Wärmeliebendes Gemüse jetzt setzen – aber wie?

Garten

  • Freitag, 18. Mai 2018, 11:08 Uhr
Sendetermine
  • Erste Ausstrahlung:
    • Freitag, 18. Mai 2018, 11:08 Uhr, Radio SRF 1
  • Wiederholung:
    • Freitag, 25. Mai 2018, 10:40 Uhr, Radio SRF Musikwelle

Ab Mitte Mai sind die Eisheiligen vorbei und sobald auch die Nachttemperaturen über 10 Grad sind, ist es optimal um die sorgfältig gezogenen Setzlinge in den Topf oder ins Gartenbeet zu setzen. Mit diesen Tipps überleben wärmeliebende Gemüsearten.

Kürbis.
Bildlegende: Damit wärmeliebende Gemüsearten gedeihen, brauchen sie spezielle Pflege. SRF

Tomaten, Peperoni, Chili, Gurken, Zucchetti und Kürbisse sind wärmeliebenden Gemüsearten. Allgemein gilt: diese Fruchtgemüse sind Starkzehrer, das heisst, sie benötigen viele Nährstoffe zum wachsen und um viele Früchte zu produzieren.

Deshalb wird beim Setzen eine kleine Handvoll körniger, organischer Dünger in die Erde gemischt. Nach dem Setzen werden sie gut angedrückt, damit sie eine gute Verbindung zur vorhandenen Erde haben und ausgiebig gewässert.

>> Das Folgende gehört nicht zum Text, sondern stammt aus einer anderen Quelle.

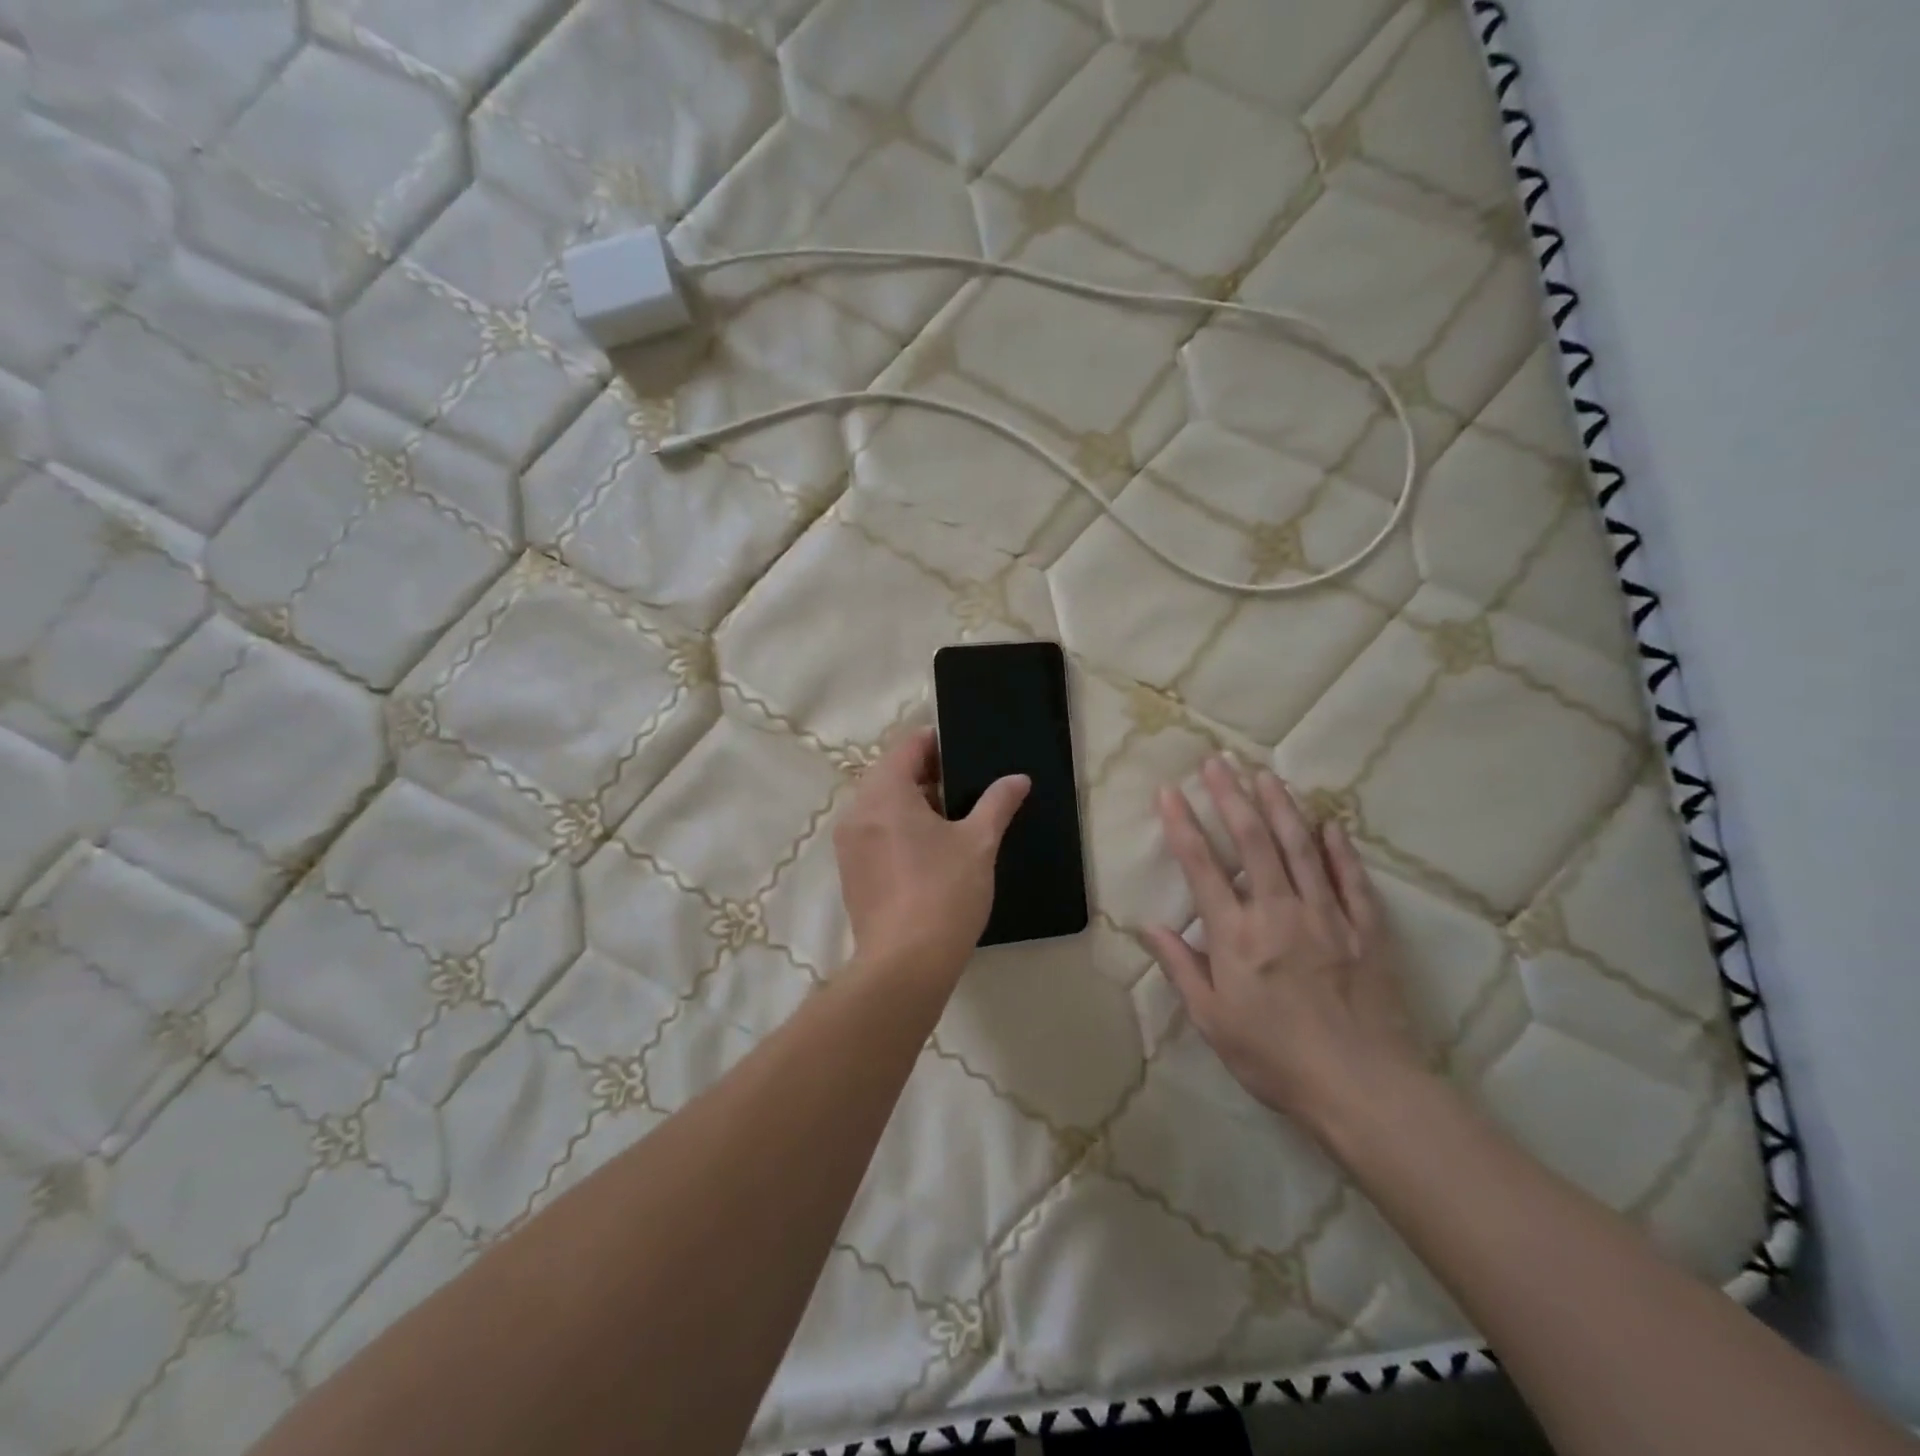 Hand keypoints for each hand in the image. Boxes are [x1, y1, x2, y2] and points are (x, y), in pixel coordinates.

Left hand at [833, 727, 1029, 981]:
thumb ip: (998, 803)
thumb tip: (1018, 779)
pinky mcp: (850, 872)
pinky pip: (874, 833)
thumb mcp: (979, 842)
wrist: (905, 964)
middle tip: (966, 789)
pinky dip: (898, 829)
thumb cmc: (944, 892)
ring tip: (953, 821)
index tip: (966, 754)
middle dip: (927, 775)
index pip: (906, 746)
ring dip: (914, 803)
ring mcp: (849, 844)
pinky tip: (930, 852)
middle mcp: (857, 811)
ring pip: (882, 805)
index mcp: (884, 793)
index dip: (937, 743)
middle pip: (891, 774)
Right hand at [1142, 757, 1422, 1137]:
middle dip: (1231, 796)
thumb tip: (1148, 926)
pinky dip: (1338, 848)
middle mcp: (1278, 912)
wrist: (1361, 1087)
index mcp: (1236, 935)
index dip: (1182, 824)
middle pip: (1252, 841)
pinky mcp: (1364, 929)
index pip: (1201, 866)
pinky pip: (1350, 879)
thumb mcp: (1212, 1020)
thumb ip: (1181, 967)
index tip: (1168, 791)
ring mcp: (1326, 916)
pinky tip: (1329, 822)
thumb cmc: (1274, 1057)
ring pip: (1300, 848)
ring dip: (1280, 807)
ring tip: (1264, 774)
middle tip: (1217, 761)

  • Veredelte Tomaten werden gleich hoch gesetzt, wie sie im Topf standen. Bei normalen Tomatensetzlingen werden die zwei untersten Blätter entfernt und sie werden 5 bis 10 cm tiefer und schräg ins Pflanzloch gesetzt. So bilden sie viele kräftigende Wurzeln. In einem Tomatenhaus werden sie vor Regen geschützt. Vorsicht: nicht zu dicht setzen! Ein Abstand von 60 cm sollte man einhalten, damit sie nicht an Krautfäule erkranken.
  • Chili und Peperoni sind sehr wärmeliebend und stets 'hungrig'. Das heisst: genügend grosse Töpfe wählen (mindestens 20 Liter pro Pflanze). Auch während der Wachstumszeit alle 2 Wochen mit Flüssigdünger versorgen. An eine Südwand stellen, diese speichert tagsüber Wärme und gibt sie nachts ab.
  • Kürbisse, Gurken und Zucchetti: Setzlinge wachsen zügig weiter, wenn sie beim Setzen nur drei bis maximal vier echte Blätter haben. Mindestens zwei Pflanzen setzen, sie befruchten sich besser. Sorgfältig aus dem Topf nehmen, damit ihre Wurzeln nicht beschädigt werden.